**TASK ITEM**
When you find the word "that" in a line of the entries, please copy the whole line.

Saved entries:
--*--

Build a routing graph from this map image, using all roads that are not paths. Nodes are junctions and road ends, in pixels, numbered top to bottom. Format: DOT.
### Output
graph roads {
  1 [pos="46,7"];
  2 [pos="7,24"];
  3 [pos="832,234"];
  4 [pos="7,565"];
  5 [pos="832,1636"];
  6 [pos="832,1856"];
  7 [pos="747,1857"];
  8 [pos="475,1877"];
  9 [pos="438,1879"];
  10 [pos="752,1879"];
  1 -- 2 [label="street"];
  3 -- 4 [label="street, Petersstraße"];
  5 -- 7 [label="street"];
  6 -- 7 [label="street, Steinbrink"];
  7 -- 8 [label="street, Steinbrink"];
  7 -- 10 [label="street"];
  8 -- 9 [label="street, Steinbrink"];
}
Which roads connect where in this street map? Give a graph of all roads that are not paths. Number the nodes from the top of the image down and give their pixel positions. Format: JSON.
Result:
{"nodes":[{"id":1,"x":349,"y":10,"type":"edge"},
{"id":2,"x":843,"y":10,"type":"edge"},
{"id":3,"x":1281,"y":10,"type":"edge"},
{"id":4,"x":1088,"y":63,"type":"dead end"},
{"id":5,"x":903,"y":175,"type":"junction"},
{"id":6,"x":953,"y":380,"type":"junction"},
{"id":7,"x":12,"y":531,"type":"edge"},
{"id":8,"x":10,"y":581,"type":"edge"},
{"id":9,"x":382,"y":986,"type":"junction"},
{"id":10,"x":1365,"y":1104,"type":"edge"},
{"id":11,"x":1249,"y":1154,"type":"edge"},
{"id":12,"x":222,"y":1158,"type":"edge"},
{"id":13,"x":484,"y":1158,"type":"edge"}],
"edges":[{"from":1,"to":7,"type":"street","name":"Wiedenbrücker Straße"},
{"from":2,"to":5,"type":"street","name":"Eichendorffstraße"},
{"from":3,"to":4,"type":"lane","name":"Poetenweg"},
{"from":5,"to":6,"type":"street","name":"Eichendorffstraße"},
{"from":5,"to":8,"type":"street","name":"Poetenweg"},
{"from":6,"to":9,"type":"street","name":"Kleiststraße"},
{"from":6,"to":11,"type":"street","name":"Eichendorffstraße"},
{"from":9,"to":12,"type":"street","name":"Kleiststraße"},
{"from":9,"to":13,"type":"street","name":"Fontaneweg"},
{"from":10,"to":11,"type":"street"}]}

--*--

**ANSWER TO THIS TASK**
Build a routing graph from this map image, using all roads that are not paths. Nodes are junctions and road ends, in pixels, numbered top to bottom. Format: DOT.
Which roads connect where in this street map? Give a graph of all roads that are not paths. Number the nodes from the top of the image down and give their pixel positions. Format: JSON.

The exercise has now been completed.